Jeff Morrow, Windspeaker Staff Writer, Edmonton

Volume

8

Issue

6

Year

1990

Page 17

The first Alberta Native to test positive for the virus which often leads to AIDS is spearheading a national campaign to educate aboriginal people about the deadly disease. He's just praying he'll be around to see it through.

Ken Ward, an Enoch reserve Indian who gained national attention after revealing in March he had tested HIV-positive is helping set up the Feather of Hope Society in Edmonton. The new group will teach Native people about AIDS on a continuing basis.

"It's only a dream for me right now," he confides, "but hopefully it will evolve into a long-term project. "I just pray I'll be around to see it happen."

Ward has been working with the Edmonton AIDS Network to establish training programs for Native youths and he has been touring Alberta Native communities speaking about the causes and effects of AIDS.

He believes he's been making headway with his own efforts to educate Native people about the ills of fast living, which can lead to AIDS, but says there is much more to be done.

Since being interviewed for the March 16 issue of Windspeaker, Ward, 33, has been on national network news and was invited to speak to Native groups across the country.

Ward says he wants to set up on-reserve resource centers and to produce videos about AIDS that could have national distribution.

The Feather of Hope Society will be made up of Native health leaders and social service representatives from northern Alberta. They have yet to meet to decide terms of reference so the new group doesn't conflict with health groups already established.

"I just feel contend I started something," says War.

Before leaving Enoch reserve for Vancouver two years ago, the only education Ward had about AIDS came from a poster taped to a band-office wall. It wasn't enough to keep him fromintravenous drug use, the second leading cause in the spread of AIDS.

After being blasted with the news in 1989 his freewheeling, drug-binge days would likely result in his death, he decided he would work to help his people become informed about the deadliest disease to hit the planet since the bubonic plague.

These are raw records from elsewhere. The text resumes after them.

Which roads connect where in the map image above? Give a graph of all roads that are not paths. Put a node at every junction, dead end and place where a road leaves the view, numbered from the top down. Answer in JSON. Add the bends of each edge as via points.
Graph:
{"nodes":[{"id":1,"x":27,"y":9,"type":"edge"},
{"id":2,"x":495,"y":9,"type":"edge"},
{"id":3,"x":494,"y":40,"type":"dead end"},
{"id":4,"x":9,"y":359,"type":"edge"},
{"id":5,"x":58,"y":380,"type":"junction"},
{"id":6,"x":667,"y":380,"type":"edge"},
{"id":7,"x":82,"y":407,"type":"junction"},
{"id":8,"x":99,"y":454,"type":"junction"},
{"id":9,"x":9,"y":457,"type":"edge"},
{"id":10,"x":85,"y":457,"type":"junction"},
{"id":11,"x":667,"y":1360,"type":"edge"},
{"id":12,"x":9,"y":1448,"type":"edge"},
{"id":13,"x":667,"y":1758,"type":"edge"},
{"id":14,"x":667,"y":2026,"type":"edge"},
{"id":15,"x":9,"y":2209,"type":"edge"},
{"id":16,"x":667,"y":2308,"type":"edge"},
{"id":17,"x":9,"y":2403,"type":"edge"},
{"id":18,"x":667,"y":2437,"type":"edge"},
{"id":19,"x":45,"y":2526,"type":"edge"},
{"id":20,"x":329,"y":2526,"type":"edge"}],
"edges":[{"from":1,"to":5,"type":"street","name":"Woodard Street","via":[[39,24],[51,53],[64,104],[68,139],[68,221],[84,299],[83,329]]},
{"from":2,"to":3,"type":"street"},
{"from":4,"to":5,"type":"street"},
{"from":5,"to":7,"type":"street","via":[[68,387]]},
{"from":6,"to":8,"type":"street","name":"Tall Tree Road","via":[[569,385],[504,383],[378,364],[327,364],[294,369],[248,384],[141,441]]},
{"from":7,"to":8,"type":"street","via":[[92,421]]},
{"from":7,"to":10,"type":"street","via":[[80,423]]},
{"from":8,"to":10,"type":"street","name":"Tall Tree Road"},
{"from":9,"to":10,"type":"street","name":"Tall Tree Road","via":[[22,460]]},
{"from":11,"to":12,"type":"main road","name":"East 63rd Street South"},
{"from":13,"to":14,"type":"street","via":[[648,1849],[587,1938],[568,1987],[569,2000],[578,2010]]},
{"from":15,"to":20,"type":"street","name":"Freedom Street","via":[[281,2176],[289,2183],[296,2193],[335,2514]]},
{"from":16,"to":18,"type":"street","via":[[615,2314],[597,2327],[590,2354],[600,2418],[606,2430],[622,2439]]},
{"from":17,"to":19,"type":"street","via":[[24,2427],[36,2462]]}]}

Feather of Hope Society member Anne Anderson says she hopes the project will eventually help teach Natives and non-Natives what can happen if their attitudes toward sex and drugs don't change.

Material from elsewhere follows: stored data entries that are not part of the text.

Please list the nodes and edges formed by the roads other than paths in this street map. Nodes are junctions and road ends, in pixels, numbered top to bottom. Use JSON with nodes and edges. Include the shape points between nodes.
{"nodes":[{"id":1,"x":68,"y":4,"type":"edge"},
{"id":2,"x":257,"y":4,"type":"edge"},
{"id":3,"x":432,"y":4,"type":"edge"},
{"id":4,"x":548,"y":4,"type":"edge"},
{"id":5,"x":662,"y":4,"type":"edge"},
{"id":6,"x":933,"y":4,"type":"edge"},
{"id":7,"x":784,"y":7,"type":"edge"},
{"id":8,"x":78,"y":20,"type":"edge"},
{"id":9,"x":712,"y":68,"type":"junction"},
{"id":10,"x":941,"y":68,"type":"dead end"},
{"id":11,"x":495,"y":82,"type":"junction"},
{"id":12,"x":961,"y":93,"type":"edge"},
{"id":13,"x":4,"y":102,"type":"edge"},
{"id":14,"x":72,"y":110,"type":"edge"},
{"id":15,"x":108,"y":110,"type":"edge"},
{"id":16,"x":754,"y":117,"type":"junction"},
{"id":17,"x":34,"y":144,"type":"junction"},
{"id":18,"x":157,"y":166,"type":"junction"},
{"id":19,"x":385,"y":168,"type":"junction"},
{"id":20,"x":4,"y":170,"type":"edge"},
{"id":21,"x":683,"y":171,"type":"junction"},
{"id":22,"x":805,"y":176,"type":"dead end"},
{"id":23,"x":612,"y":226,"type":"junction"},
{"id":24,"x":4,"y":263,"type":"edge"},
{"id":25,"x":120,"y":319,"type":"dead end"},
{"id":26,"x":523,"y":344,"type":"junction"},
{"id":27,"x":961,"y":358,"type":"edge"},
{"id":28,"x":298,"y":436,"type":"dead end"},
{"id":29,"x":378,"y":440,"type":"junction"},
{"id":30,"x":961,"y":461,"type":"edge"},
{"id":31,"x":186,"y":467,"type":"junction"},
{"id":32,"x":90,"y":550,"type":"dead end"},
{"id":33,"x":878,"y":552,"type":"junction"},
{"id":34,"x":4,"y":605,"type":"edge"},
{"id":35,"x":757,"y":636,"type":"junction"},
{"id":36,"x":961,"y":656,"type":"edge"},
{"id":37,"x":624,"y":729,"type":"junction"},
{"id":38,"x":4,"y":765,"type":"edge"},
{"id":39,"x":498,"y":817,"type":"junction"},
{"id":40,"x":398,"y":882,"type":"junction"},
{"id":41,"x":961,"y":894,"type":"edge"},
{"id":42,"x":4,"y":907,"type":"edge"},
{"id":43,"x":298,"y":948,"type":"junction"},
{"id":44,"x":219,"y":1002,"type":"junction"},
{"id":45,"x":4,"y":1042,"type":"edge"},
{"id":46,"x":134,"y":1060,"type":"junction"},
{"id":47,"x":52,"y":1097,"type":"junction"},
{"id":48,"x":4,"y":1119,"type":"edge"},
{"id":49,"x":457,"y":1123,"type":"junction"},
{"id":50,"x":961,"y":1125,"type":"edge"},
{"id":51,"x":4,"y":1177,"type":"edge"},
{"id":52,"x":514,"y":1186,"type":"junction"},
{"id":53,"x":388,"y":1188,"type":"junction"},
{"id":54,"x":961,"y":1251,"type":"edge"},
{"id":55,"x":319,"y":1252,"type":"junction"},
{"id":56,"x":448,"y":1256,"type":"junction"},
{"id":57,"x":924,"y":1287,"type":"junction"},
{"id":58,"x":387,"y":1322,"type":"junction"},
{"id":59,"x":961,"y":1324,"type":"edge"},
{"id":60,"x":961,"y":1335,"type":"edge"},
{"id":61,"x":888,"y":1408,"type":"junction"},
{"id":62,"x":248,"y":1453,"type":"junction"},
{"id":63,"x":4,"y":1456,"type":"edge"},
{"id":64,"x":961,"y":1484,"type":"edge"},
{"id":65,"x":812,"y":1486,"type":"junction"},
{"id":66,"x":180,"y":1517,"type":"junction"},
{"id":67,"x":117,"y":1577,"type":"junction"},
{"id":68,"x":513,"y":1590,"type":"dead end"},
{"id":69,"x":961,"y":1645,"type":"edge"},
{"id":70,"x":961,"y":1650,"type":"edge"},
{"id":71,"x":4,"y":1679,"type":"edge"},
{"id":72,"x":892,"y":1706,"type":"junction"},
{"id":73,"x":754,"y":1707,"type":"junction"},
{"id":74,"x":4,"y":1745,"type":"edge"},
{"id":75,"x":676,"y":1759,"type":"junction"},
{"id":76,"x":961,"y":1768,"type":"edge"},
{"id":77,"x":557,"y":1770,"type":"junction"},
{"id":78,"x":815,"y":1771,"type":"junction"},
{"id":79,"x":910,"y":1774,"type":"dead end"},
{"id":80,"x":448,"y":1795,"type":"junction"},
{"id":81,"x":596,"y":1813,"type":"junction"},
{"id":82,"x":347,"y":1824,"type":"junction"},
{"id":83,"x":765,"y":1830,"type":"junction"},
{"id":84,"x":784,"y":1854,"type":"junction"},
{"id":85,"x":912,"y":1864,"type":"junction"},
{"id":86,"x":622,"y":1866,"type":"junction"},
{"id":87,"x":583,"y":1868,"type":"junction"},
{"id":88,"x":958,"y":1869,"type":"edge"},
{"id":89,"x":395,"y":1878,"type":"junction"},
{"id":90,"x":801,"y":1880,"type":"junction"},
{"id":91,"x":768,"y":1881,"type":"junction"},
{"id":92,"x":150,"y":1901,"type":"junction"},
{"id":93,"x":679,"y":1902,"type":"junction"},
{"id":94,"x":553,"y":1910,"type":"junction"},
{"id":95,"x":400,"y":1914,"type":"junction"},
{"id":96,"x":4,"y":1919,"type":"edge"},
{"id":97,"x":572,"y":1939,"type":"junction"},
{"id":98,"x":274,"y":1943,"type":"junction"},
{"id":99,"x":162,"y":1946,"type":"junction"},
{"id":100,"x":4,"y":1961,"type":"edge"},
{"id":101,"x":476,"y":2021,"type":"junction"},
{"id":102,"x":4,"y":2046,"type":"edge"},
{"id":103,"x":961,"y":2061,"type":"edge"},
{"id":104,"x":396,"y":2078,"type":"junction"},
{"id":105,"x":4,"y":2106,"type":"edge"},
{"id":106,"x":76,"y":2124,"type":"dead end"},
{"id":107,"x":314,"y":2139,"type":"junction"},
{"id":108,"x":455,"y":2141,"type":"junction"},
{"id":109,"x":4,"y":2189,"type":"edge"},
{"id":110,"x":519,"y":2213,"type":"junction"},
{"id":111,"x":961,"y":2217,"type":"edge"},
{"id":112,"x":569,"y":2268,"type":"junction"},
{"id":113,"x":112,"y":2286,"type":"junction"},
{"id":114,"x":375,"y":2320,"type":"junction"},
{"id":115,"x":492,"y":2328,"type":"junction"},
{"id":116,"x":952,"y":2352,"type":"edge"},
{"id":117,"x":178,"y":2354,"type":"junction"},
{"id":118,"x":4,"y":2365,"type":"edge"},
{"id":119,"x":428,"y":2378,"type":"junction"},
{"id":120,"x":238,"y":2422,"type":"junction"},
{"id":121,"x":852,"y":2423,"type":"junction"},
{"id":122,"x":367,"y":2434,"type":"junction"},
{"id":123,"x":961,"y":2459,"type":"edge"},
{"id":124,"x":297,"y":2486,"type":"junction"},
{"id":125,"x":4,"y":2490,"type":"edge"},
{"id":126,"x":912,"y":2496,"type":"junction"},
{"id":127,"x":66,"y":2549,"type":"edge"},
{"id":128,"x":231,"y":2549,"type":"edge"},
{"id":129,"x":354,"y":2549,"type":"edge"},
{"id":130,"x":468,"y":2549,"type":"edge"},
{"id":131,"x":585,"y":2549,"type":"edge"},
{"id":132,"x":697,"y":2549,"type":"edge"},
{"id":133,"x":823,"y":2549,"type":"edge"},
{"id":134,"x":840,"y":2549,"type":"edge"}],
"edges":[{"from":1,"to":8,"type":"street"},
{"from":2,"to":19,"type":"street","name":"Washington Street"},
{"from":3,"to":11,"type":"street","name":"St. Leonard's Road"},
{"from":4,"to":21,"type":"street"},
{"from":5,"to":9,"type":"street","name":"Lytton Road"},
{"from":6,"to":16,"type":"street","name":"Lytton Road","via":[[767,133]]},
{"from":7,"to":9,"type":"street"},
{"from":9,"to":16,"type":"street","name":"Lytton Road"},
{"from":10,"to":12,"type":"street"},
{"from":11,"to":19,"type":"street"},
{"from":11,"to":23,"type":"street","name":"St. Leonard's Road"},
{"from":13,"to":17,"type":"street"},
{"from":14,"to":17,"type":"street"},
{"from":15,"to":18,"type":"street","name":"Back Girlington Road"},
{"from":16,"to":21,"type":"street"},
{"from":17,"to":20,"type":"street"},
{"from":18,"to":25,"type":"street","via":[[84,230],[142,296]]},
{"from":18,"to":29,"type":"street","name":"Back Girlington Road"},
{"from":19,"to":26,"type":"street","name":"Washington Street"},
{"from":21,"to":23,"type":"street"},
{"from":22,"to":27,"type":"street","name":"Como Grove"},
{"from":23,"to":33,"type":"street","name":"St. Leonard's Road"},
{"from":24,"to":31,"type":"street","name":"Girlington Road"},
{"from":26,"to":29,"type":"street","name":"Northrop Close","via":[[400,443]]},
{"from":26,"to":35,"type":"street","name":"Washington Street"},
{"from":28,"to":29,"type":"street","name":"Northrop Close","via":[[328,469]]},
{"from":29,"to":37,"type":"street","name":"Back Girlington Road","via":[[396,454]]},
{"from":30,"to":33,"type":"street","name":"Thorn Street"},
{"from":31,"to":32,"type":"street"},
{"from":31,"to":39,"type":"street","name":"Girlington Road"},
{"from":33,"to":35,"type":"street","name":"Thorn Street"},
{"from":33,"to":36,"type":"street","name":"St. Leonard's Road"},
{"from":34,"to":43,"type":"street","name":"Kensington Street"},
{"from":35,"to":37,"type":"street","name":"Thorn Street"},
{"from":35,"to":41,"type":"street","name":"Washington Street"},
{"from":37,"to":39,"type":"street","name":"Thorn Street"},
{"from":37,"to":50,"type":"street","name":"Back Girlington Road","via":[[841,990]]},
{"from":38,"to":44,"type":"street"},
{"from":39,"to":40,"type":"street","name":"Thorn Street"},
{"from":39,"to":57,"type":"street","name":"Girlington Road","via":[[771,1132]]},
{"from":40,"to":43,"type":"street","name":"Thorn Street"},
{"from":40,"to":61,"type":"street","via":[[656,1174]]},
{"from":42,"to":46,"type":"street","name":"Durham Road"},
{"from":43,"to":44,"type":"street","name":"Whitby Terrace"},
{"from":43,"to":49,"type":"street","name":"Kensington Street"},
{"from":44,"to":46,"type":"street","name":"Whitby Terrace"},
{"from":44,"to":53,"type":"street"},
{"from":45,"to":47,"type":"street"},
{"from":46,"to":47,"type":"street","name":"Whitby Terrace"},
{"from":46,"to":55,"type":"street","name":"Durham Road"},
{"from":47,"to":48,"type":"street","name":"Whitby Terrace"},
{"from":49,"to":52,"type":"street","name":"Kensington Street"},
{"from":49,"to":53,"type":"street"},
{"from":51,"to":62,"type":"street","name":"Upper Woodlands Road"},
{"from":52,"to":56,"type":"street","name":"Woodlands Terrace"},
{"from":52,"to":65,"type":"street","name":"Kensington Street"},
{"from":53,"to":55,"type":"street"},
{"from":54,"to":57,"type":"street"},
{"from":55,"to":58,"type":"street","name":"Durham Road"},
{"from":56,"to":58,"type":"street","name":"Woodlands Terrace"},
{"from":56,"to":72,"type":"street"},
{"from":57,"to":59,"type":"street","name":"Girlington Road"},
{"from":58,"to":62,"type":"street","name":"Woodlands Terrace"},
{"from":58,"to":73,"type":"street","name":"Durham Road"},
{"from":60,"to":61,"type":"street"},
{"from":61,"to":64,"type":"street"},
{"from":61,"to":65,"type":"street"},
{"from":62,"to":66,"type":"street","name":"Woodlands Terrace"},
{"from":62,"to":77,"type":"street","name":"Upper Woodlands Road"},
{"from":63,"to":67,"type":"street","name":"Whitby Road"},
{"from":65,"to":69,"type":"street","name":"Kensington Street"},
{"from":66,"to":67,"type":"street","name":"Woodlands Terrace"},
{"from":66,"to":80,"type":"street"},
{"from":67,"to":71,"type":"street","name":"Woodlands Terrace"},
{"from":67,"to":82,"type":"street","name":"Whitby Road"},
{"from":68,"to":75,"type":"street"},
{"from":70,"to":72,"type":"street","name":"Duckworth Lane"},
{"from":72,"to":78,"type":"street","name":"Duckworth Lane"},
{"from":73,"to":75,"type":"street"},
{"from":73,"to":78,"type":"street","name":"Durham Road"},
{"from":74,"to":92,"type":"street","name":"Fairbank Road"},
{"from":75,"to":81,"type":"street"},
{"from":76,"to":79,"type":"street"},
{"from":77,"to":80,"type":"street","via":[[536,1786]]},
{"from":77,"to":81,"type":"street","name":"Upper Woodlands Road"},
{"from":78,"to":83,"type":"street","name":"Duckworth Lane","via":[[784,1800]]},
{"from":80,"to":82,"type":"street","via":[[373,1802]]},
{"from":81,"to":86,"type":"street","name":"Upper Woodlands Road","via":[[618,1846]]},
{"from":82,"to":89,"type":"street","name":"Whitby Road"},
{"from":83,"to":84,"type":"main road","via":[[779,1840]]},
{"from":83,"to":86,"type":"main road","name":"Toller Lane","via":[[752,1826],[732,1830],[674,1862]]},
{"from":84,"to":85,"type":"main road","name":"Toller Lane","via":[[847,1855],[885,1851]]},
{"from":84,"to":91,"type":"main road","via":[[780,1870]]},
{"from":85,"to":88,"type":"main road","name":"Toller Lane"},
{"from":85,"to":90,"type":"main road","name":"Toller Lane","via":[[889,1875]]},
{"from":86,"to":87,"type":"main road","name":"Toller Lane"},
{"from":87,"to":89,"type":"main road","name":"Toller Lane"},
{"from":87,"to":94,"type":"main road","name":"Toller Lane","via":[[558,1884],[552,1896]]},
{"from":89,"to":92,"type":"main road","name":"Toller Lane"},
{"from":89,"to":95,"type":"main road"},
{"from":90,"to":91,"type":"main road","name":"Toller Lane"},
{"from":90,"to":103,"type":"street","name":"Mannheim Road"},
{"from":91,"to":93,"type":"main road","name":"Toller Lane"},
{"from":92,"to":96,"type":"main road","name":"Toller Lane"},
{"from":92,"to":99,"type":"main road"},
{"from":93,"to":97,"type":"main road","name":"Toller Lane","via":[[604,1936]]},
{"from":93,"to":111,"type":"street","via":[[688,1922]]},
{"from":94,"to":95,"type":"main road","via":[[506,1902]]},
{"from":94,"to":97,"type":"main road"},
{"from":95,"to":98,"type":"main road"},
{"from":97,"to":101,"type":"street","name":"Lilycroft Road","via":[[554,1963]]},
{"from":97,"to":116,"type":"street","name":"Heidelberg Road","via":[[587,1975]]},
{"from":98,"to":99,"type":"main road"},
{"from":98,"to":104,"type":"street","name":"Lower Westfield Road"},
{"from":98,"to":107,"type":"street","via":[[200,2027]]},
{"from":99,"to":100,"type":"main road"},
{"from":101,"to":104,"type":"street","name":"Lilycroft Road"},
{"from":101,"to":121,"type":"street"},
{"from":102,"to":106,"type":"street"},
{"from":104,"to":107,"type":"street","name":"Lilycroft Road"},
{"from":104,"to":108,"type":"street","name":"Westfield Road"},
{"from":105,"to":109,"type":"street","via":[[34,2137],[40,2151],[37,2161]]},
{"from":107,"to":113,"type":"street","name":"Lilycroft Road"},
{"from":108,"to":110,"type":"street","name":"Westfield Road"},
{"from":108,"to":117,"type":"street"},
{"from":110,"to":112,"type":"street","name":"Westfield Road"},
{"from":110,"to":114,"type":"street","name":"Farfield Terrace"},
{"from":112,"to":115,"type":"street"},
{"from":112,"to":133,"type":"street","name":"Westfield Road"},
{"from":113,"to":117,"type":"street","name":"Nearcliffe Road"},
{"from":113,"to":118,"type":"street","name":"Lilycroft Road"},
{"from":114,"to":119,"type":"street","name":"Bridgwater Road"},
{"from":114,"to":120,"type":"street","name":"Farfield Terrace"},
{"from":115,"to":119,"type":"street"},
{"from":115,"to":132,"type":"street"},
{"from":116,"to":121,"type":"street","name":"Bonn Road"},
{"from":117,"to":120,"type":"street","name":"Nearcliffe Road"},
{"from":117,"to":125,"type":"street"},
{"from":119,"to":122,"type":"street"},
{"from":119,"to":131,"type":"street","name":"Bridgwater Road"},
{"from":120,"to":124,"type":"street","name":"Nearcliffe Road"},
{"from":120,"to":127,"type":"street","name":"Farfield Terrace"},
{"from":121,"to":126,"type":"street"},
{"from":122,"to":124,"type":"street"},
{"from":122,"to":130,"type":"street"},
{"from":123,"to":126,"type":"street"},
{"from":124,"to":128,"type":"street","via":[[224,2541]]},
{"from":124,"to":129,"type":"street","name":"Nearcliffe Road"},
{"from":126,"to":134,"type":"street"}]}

Though AIDS is feared to be growing in Native communities across Canada, Anderson says white society is responsible for prolonging the crisis.

"The world has gotten itself into a terrible, terrible mess," she rages.

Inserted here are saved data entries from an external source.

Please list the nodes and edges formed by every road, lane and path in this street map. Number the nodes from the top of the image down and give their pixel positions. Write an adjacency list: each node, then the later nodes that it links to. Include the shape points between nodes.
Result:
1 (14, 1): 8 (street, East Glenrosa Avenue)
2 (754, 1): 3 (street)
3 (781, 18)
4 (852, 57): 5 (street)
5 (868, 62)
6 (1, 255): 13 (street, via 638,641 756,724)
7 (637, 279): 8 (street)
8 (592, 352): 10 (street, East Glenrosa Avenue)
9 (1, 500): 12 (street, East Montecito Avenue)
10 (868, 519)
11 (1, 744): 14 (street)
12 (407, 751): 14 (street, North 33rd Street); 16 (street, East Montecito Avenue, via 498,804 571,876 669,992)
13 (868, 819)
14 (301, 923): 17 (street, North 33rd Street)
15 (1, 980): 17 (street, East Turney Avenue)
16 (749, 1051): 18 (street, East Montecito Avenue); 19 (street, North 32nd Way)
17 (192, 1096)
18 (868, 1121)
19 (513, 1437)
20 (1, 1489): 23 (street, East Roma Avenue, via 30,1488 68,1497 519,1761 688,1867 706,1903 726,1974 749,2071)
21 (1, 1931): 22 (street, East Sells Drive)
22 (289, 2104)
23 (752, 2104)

"But it's a problem everybody has to (help resolve)."

Barry Breau, executive director of the Edmonton AIDS Network, notes Natives are at particular risk because they don't have access to AIDS information.

He said education about the causes and effects of AIDS and preventive measures are foreign subjects to Native groups nationally.

A Sept. 5, 1989 national aboriginal study determined the greatest concentration of HIV-positive cases was in Ontario, which reported 1,777 cases. Four were Native males; one was a Native female.

Quebec had 897 reported cases. Six were Native males and two were females.

There were 601 cases in British Columbia. One was a Native male. There were no female cases.

Alberta had 170 cases. There was just one Native, Ken Ward of Enoch.